WHAT NEEDS TO BE DONE: The records that follow must be repeated exactly, line by line.

[Items from a data source]
--

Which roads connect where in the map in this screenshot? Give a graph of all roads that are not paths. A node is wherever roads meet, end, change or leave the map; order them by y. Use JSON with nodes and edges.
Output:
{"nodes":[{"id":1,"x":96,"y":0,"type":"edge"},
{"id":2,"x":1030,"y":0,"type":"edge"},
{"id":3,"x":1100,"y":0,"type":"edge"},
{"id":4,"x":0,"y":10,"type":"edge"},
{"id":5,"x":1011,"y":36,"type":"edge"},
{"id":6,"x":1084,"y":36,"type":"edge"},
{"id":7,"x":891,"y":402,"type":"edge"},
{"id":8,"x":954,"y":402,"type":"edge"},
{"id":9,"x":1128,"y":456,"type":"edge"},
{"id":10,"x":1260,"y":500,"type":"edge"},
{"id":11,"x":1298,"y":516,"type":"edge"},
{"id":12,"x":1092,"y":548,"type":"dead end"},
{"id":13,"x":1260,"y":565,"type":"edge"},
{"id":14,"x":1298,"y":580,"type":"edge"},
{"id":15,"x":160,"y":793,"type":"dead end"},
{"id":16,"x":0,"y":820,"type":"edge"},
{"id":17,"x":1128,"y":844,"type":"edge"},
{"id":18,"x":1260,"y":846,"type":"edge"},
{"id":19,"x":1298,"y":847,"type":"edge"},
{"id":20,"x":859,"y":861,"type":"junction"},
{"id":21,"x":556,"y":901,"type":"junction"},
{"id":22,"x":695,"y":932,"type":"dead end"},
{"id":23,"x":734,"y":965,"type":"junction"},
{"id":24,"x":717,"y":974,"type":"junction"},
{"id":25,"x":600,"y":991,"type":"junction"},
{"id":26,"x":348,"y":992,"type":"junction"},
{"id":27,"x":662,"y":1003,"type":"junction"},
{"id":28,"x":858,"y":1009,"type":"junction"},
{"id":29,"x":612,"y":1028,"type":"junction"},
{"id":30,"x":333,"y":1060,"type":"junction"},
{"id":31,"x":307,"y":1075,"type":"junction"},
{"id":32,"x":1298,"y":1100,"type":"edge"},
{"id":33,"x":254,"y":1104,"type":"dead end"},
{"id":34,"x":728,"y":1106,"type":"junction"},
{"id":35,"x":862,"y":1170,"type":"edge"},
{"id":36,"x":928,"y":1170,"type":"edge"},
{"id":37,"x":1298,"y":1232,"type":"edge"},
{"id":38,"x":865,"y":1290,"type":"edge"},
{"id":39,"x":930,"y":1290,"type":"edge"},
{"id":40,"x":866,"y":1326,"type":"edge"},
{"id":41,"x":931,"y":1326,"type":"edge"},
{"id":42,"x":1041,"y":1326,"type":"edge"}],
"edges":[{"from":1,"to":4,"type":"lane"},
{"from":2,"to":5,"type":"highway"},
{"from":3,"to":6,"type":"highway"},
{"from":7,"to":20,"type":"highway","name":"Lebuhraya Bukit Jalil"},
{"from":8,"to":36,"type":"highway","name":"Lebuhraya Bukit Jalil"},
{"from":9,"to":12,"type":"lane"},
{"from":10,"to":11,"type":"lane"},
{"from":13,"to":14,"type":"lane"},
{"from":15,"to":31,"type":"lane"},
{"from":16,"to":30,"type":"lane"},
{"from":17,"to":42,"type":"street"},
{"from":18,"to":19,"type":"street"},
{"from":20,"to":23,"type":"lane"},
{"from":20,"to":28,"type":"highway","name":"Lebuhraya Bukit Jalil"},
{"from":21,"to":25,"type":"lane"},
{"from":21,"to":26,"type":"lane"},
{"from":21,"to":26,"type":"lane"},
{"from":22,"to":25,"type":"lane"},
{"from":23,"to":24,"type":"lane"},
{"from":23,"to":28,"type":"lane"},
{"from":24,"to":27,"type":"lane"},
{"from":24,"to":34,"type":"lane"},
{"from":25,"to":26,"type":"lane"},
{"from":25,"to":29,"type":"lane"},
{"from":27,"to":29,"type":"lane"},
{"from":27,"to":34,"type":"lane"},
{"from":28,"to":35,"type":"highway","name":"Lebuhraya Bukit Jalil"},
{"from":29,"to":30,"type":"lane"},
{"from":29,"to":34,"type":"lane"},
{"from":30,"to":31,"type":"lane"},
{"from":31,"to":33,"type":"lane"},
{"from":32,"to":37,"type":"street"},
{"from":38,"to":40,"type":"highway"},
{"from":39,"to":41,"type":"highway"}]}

--

EXERCISE RESPONSE:
Which roads connect where in the map in this screenshot? Give a graph of all roads that are not paths. A node is wherever roads meet, end, change or leave the map; order them by y. Use JSON with nodes and edges.
Output:
{"nodes":[{"id":1,"x":96,"y":0,"type":"edge"},
{"id":2,"x":1030,"y":0,"type":"edge"},
{"id":3,"x":1100,"y":0,"type":"edge"},
{"id":4,"x":0,"y":10,"type":"edge"},
{"id":5,"x":1011,"y":36,"type":"edge"},
{"id":6,"x":1084,"y":36,"type":"edge"},
{"id":7,"x":891,"y":402,"type":"edge"},
{"id":8,"x":954,"y":402,"type":"edge"},
{"id":9,"x":1128,"y":456,"type":"edge"},
{"id":10,"x":1260,"y":500,"type":"edge"},
{"id":11,"x":1298,"y":516,"type":"edge"},
{"id":12,"x":1092,"y":548,"type":"dead end"},
{"id":13,"x":1260,"y":565,"type":"edge"},
{"id":14,"x":1298,"y":580,"type":"edge"},
{"id":15,"x":160,"y":793,"type":"dead end"},
{"id":16,"x":0,"y":820,"type":"edge"},
{"id":17,"x":1128,"y":844,"type":"edge"},
{"id":18,"x":1260,"y":846,"type":"edge"},
{"id":19,"x":1298,"y":847,"type":"edge"},
{"id":20,"x":859,"y":861,"type":"junction"},
{"id":21,"x":556,"y":901,"type":"junction"},
{"id":22,"x":695,"y":932,"type":"dead end"},
{"id":23,"x":734,"y":965,"type":"junction"},
{"id":24,"x":717,"y":974,"type":"junction"},
{"id":25,"x":600,"y":991,"type":"junction"},
{"id":26,"x":348,"y":992,"type":"junction"},
{"id":27,"x":662,"y":1003,"type":"junction"},
{"id":28,"x":858,"y":1009,"type":"junction"},
{"id":29,"x":612,"y":1028,"type":"junction"},
{"id":30,"x":333,"y":1060,"type":"junction"},
{"id":31,"x":307,"y":1075,"type":"junction"},
{"id":32,"x":1298,"y":1100,"type":"edge"},
{"id":33,"x":254,"y":1104,"type":"dead end"},
{"id":34,"x":728,"y":1106,"type":"junction"},
{"id":35,"x":862,"y":1170,"type":"edge"},
{"id":36,"x":928,"y":1170,"type":"edge"},
{"id":37,"x":1298,"y":1232,"type":"edge"},
{"id":38,"x":865,"y":1290,"type":"edge"},
{"id":39,"x":930,"y":1290,"type":"edge"},
{"id":40,"x":866,"y":1326,"type":"edge"},
{"id":41,"x":931,"y":1326,"type":"edge"},
{"id":42,"x":1041,"y":1326,"type":"edge"}],
"edges":[{"from":1,"to":4,"type":"lane"},
{"from":2,"to":5,"type":"highway"},
{"from":3,"to":6,"type":"highway"},
{"from":7,"to":20,"type":"highway","name":"Lebuhraya Bukit Jalil"},
{"from":8,"to":36,"type":"highway","name":"Lebuhraya Bukit Jalil"},
{"from":9,"to":12,"type":"lane"},
{"from":10,"to":11,"type":"lane"},
{"from":13,"to":14,"type":"lane"},
{"from":15,"to":31,"type":"lane"},
{"from":16,"to":30,"type":"lane"},
{"from":17,"to":42,"type":"street"},
{"from":18,"to":19,"type":"street"},
{"from":20,"to":23,"type":"lane"},
{"from":20,"to":28,"type":"highway","name":"Lebuhraya Bukit Jalil"},
{"from":21,"to":25,"type":"lane"},
{"from":21,"to":26,"type":"lane"},
{"from":21,"to":26,"type":"lane"},
{"from":22,"to":25,"type":"lane"},
{"from":23,"to":24,"type":"lane"},
{"from":23,"to":28,"type":"lane"},
{"from":24,"to":27,"type":"lane"},
{"from":24,"to":34,"type":"lane"},
{"from":25,"to":26,"type":"lane"},
{"from":25,"to":29,"type":"lane"},
{"from":27,"to":29,"type":"lane"},
{"from":27,"to":34,"type":"lane"},
{"from":28,"to":35,"type":"highway","name":"Lebuhraya Bukit Jalil"},
{"from":29,"to":30,"type":"lane"},
{"from":29,"to":34,"type":"lane"},
{"from":30,"to":31,"type":"lane"},
{"from":31,"to":33,"type":"lane"},
{"from":32,"to":37,"type":"street"},
{"from":38,"to":40,"type":"highway"},
{"from":39,"to":41,"type":"highway"}]}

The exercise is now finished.